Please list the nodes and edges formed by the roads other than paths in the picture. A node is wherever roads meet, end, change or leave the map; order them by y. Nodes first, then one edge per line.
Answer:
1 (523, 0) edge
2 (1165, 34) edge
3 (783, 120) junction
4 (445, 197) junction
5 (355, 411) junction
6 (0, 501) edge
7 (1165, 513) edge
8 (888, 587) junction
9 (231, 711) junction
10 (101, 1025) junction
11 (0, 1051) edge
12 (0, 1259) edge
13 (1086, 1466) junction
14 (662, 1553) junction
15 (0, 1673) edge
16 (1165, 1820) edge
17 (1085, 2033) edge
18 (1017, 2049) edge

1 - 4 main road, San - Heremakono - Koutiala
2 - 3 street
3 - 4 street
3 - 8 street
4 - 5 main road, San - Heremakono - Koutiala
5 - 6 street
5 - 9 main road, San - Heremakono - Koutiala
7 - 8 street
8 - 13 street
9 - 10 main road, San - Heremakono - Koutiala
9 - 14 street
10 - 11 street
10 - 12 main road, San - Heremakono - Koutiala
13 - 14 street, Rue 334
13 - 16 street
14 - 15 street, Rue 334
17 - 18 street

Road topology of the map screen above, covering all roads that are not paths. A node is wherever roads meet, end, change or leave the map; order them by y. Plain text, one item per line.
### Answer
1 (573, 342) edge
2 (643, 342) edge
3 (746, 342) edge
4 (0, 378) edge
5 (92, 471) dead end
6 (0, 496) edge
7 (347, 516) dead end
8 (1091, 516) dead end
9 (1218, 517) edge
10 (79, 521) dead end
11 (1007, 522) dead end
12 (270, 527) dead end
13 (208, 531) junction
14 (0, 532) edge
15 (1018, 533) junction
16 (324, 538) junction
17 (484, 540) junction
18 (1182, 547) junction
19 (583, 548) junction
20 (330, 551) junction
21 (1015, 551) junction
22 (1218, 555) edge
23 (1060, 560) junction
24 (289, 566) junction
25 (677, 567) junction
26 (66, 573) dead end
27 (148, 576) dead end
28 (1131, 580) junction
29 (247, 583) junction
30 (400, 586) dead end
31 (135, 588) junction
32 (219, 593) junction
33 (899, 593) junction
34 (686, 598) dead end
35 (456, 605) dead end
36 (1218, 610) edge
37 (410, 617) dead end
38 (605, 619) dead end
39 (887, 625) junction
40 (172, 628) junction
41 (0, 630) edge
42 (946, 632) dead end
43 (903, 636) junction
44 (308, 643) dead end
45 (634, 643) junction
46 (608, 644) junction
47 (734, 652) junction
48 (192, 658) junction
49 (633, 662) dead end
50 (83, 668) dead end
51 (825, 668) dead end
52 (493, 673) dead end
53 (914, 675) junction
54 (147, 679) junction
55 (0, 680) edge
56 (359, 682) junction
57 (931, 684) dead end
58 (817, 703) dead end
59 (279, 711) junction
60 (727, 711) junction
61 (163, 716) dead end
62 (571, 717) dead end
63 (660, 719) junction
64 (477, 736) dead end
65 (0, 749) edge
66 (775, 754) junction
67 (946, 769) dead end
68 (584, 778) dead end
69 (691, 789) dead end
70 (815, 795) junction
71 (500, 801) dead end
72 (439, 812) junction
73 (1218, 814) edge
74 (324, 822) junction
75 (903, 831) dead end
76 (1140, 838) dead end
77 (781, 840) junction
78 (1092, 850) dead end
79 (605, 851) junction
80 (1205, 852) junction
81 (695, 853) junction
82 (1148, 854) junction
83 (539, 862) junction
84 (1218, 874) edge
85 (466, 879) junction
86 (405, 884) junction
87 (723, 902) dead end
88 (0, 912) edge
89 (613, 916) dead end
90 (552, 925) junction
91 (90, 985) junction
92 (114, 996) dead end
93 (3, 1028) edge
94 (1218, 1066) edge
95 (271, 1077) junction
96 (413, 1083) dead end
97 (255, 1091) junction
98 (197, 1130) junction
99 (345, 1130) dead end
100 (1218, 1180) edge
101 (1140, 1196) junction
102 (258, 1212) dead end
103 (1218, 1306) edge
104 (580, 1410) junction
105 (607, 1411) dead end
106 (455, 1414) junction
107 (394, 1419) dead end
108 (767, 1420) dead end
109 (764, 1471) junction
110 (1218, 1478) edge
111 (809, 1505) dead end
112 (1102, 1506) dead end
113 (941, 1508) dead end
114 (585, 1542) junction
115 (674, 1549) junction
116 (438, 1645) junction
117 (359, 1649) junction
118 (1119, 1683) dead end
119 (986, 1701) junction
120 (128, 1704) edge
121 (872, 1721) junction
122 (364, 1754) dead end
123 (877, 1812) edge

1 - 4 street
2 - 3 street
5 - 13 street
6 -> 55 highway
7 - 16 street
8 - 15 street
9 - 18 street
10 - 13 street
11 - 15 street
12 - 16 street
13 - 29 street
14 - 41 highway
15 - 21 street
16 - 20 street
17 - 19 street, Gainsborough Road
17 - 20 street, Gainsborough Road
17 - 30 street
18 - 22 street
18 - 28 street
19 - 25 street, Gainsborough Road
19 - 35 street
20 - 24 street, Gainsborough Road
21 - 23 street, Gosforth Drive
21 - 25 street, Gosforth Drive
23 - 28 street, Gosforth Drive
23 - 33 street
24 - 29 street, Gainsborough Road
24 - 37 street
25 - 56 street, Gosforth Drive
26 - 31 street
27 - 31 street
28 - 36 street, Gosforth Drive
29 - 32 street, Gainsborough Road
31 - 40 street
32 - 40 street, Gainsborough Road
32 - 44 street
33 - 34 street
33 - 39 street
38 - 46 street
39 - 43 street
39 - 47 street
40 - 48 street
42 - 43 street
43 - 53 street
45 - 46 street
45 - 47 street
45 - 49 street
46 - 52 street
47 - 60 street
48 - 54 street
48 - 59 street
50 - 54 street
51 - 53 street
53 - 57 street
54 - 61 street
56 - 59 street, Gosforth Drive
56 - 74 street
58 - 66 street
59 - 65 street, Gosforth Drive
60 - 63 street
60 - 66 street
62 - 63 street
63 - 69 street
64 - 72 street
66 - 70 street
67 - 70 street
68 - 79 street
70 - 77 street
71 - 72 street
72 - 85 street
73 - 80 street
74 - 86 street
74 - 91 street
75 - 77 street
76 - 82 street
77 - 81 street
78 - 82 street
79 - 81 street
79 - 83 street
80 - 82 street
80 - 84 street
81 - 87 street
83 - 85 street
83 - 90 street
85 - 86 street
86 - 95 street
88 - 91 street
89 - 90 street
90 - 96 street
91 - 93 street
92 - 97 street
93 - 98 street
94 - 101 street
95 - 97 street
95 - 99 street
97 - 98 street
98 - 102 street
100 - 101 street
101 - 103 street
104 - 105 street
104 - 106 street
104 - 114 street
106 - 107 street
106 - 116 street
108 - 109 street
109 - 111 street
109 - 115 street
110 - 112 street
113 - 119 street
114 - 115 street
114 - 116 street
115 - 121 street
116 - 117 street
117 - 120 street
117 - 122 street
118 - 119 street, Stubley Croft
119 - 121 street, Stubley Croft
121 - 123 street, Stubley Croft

= What to do =
Taking the records from the top, repeat each line exactly until you have repeated the line that contains "Road topology of".

= Exercise result =
Please list the nodes and edges formed by the roads other than paths in the picture. A node is wherever roads meet, end, change or leave the map; order them by y. Nodes first, then one edge per line.
Answer:
1 (523, 0) edge
2 (1165, 34) edge
3 (783, 120) junction
4 (445, 197) junction
5 (355, 411) junction
6 (0, 501) edge
7 (1165, 513) edge
8 (888, 587) junction
9 (231, 711) junction
10 (101, 1025) junction
11 (0, 1051) edge
12 (0, 1259) edge
13 (1086, 1466) junction
14 (662, 1553) junction
15 (0, 1673) edge
16 (1165, 1820) edge
17 (1085, 2033) edge
18 (1017, 2049) edge

1 - 4 main road, San - Heremakono - Koutiala
2 - 3 street
3 - 4 street
3 - 8 street
4 - 5 main road, San - Heremakono - Koutiala
5 - 6 street
5 - 9 main road, San - Heremakono - Koutiala
7 - 8 street
8 - 13 street
9 - 10 main road, San - Heremakono - Koutiala
9 - 14 street
10 - 11 street
10 - 12 main road, San - Heremakono - Koutiala
13 - 14 street, Rue 334
13 - 16 street
14 - 15 street, Rue 334
17 - 18 street

Road topology of the map screen above, covering all roads that are not paths. A node is wherever roads meet, end, change or leave the map; order them by y. Plain text, one item per line.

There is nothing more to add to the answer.